What the task asks: Quote the material below exactly as written, from the first line to the line that holds "Build a routing", endpoints included.

Data section:
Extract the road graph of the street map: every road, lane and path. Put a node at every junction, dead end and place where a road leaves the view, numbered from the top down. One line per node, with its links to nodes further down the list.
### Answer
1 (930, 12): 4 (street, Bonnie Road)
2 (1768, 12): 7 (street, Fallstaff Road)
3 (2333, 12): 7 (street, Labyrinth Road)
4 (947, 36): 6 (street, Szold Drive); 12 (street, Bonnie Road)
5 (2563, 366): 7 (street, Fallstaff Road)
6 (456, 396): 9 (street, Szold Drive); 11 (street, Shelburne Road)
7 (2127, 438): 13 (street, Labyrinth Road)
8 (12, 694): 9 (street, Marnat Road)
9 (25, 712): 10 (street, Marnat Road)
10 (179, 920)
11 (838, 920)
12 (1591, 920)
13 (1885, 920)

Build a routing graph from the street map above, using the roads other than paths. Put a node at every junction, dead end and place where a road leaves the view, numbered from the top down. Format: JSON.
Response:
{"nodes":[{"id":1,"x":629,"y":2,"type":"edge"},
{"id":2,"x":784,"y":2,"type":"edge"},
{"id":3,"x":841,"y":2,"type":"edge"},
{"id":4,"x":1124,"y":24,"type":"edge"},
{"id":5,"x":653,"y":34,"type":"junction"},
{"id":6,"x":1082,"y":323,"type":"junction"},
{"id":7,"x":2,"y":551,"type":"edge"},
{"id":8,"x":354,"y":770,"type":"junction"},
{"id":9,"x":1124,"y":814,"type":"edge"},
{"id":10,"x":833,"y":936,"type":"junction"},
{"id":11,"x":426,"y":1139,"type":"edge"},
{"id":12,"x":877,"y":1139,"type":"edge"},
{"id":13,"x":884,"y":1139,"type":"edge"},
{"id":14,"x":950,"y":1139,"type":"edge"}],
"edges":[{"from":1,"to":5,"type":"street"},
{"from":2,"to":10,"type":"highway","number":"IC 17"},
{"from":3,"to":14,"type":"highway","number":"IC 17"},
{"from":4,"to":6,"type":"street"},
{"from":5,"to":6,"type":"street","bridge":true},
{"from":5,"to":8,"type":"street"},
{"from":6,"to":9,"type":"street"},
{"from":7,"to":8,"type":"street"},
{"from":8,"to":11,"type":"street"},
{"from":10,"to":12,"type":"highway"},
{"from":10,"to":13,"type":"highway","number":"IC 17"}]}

Written solution:
Extract the road graph of the street map: every road, lane and path. Put a node at every junction, dead end and place where a road leaves the view, numbered from the top down. One line per node, with its links to nodes further down the list.
### Answer
1 (930, 12): 4 (street, Bonnie Road)
2 (1768, 12): 7 (street, Fallstaff Road)
3 (2333, 12): 7 (street, Labyrinth Road)
4 (947, 36): 6 (street, Szold Drive); 12 (street, Bonnie Road)
5 (2563, 366): 7 (street, Fallstaff Road)
6 (456, 396): 9 (street, Szold Drive); 11 (street, Shelburne Road)
7 (2127, 438): 13 (street, Labyrinth Road)
8 (12, 694): 9 (street, Marnat Road)
9 (25, 712): 10 (street, Marnat Road)
10 (179, 920)
11 (838, 920)
12 (1591, 920)
13 (1885, 920)

Build a routing graph from the street map above, using the roads other than paths. Put a node at every junction, dead end and place where a road leaves the view, numbered from the top down. Format: JSON.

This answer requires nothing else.